It's summer in Los Angeles, and at Exercise Class, the temperature is rising. You see, there is no air conditioner at Slimmons, just a giant fan in the wall.
Lately, because of issues of foot, I've been advised not to wear sneakers to class, but instead to buy a pair of athletic sandals and use them. I found out about Mesphisto Shoes shortly after receiving these orders, and found the perfect pair of ugly sandals for class. The only issue is that, amazingly, my feet sweat in the sandals and stick, and I've become a sock-with-sandals kind of gal again. Although I used to do it all the time, the "look" was kind of beaten out of me over the past few years in deference to fashion, and it's odd to think back on the last time I had an issue with sweaty feet.
It was, I think, summer, 2007. I had bought new sneakers and was really proud of them. Instead of being all leather uppers, they had a mesh material that I thought would be cooler for the warm months. That turned out not to be true in a big way. Even with the holes in the mesh, the fact that they were a polyester fabric meant that they held the heat in, and my feet were incredibly hot and sticky and stinky. and I thought, the obvious solution to this problem was baby powder.
The next class, I poured the powder onto my feet, and added a little dash into my socks for good measure. Put my shoes on over it, and left for class really proud of myself that I had been so resourceful.
Richard put the music on... we started to dance. Things heated up as usual except things weren't going as usual. The hardwood floor, that night, for some reason seemed to be extra slippery. At first it was only a little, so I didn't really pay attention. But later in the class, I went skidding across this one spot and was convinced that somebody had spilled water there. I stopped, looked at the floor... it was completely dry. But I did notice something a little odd. The point where I went skidding seemed to be a slightly different color than the rest of the floor, and a duller finish too. I decided to walk over there, oblivious to what the rest of the class was doing, to investigate.
That's when I noticed it. Head down looking at the floor, I realized that with each step I took, a little puff of baby powder was showering out of the front of my shoes. Oy vey! Mesh did not keep the powder where it belonged, and the problem with the floor was that I had covered it in powder!
Embarassed, I headed for the bathroom to address the issue. I actually skidded through the powder-spot even after I knew it was there, but continued to the back anyway. The one good thing about having Crohns Disease is that nobody questions me when I head to the bathroom at awkward times. It's just business at usual at Slimmons.
In the back, I realized that the powder had so permeated my socks that there was no wearing them. I took them off, rolled them into a small ball, and threw them out. (They were pretty worn anyway.) I put my shoes back on and started out to class, but realized that I was still showering powder with each and every step. But since the amount of powder also diminished as I walked, I figured that I'd be ok.
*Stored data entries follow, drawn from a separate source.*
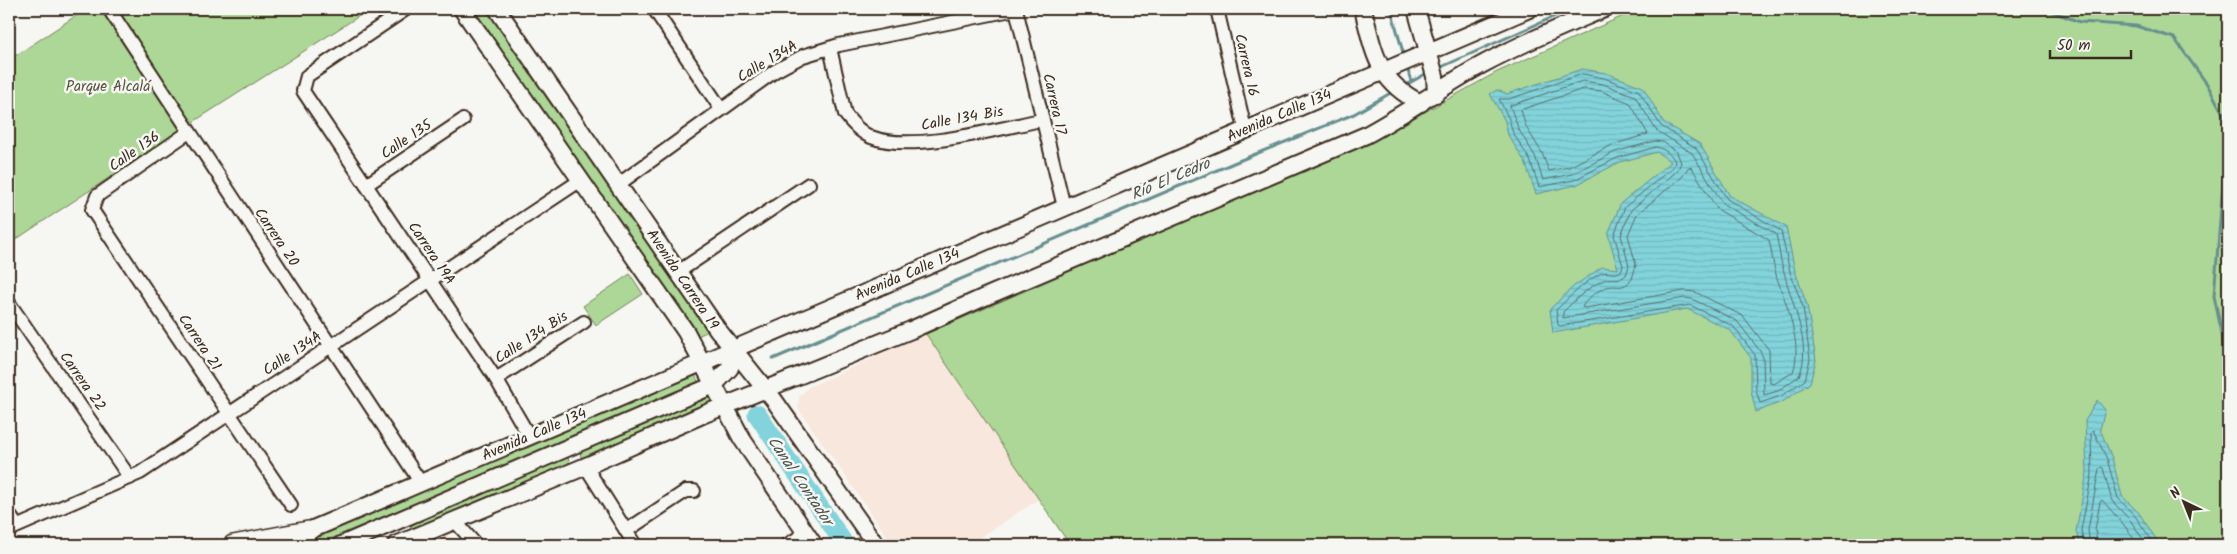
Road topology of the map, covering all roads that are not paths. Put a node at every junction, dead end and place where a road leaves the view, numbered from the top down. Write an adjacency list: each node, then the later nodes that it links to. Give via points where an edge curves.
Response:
1 (108, 9): 21 (street, Carrera 20)
2 (406, 9): 25 (street, Carrera 19A, via 307,76 303,91)
3 (462, 9): 22 (main road, Avenida Carrera 19)
4 (497, 9): 23 (main road, Avenida Carrera 19)
5 (654, 9): 17 (street)
6 (1016, 9): 12 (street, Calle 134A); 19 (street, Carrera 17)
7 (1217, 9): 20 (street, Carrera 16)
8 (1363, 9): 14 (main road, via 1376,60)
9 (1416, 9): 13 (main road)
10 (1529, 9): 13 (main road, Avenida Calle 134)
11 (1604, 9): 15 (main road, via 1531,40)
12 (830, 48): 17 (street, Calle 134A, via 803,56 775,71); 19 (street, Calle 134 Bis, via 845,114 870,136 919,143)
13 (1426, 58): 14 (main road, Avenida Calle 134); 15 (main road)
14 (1388, 73): 16 (main road, via 1404,94); 20 (main road, Avenida Calle 134)
15 (1436, 89): 16 (main road)
16 (1421, 103): 37 (main road, via 1366,135)
17 (721, 109): 23 (street, Calle 134A)
18 (464, 120): 25 (street, Calle 135)
19 (1041, 120): 27 (street, Carrera 17)
20 (1245, 129): 27 (main road, Avenida Calle 134)
21 (189, 132): 26 (street, Calle 136); 32 (street, Carrera 20)
22 (581, 180): 29 (street, Calle 134A); 34 (main road, Avenida Carrera 19, via 686,332)
23 (618, 184): 28 (main road, Avenida Carrera 19)
24 (809, 184): 28 (street)
25 (366, 185): 29 (street, Carrera 19A)
26 (97, 196): 39 (street, Carrera 21, via 92,205 94,216)
27 (1064, 207): 33 (main road, Avenida Calle 134)
28 (678, 272): 33 (main road, Avenida Carrera 19)
29 (430, 280): 32 (street, Calle 134A); 35 (street, Carrera 19A)
30 (9, 304): 43 (street, Carrera 22)
31 (584, 322): 35 (street, Calle 134 Bis)
32 (330, 347): 39 (street, Calle 134A); 44 (street, Carrera 20)
33 (732, 349): 34 (main road, Avenida Calle 134); 36 (main road, via 730,368); 37 (main road, Avenida Carrera 19)
34 (702, 362): 36 (main road, Avenida Carrera 19); 40 (main road, Avenida Calle 134)
35 (496, 379): 40 (street, Carrera 19A)
36 (714, 385): 38 (main road, Avenida Carrera 19); 41 (main road)
37 (766, 390): 38 (main road); 62 (main road, Avenida Carrera 19)
38 (724, 406): 42 (main road); 53 (main road, Avenida Carrera 19, via 742,439)
39 (230, 415): 43 (street, Calle 134A); 46 (street, Carrera 21)
40 (529, 436): 44 (main road, Avenida Calle 134)
41 (565, 449): 42 (main road); 47 (main road)
42 (586, 466): 49 (main road); 52 (street)
43 (130, 478): 50 (street, Calle 134A)
44 (421, 483): 51 (main road, Avenida Calle 134)
45 (694, 490): 52 (street, via 686,491)
46 (291, 505)
47 (421, 512): 56 (main road); 57 (main road)
48 (9, 514): 50 (street)
49 (455, 521): 58 (main road); 59 (street)
50 (13, 528)
51 (308, 531): 54 (highway); 55 (main road, Avenida Calle 134)
52 (626, 531): 60 (street)
53 (810, 539): 61 (street)
54 (232, 545)
55 (287, 545)
56 (341, 545)
57 (391, 545)
58 (396, 545)
59 (476, 545)
60 (635, 545)
61 (787, 545)
62 (876, 545)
As I stepped through the door back into the classroom, Richard had the group doing a step that required them to first walk and then slide sideways. I watched in horror as Kiki transversed the floor with ease (she's a Pilates Teacher), then hit the spot that I had polluted with power. WHOOPS! She went skidding across it like it was ice! I don't think she quite believed what happened - especially since she didn't fall - so when Richard started the class back off in the other direction, WHOOPS! She hit that spot and skidded again. My heart was in my throat at this point, but Kiki's natural athletic abilities seemed to be in play. She never really lost balance, even as her face belayed the panic she must have been feeling inside.
Fortunately, Richard moved on to another move fairly quickly, and I took my spot up again. I was terribly uncomfortable, afraid that I would take a nose dive in my own baby powder at any moment, but actually remained upright during the entire class.
When it was over, I went to Judy and half embarrassed, half amused, told her the story and asked for something to clean the spot up with. I didn't want anyone else hurt by my foibles. But Judy told me not to worry about it... she'd take care of it herself and I should just head on home. I felt a little bad not to clean that spot up, but I did what I was told.
Apparently, Judy must not have addressed the issue. For about three weeks, anyone who hit that spot slid like there was ice on the floor. To my knowledge, nobody fell, but that was during the classes I took. Who knows what was going on in the times that I was not there?
Eventually, either Judy washed the floors on her own volition, something happened that caused it to be addressed (although I kept asking about it and was assured that nothing untoward occured), or, most likely, over time, the powder disbursed on it's own.
But I did not wait that long to address my own issue. The very next day, I went out and bought all leather upper sneakers. And I never used baby powder again.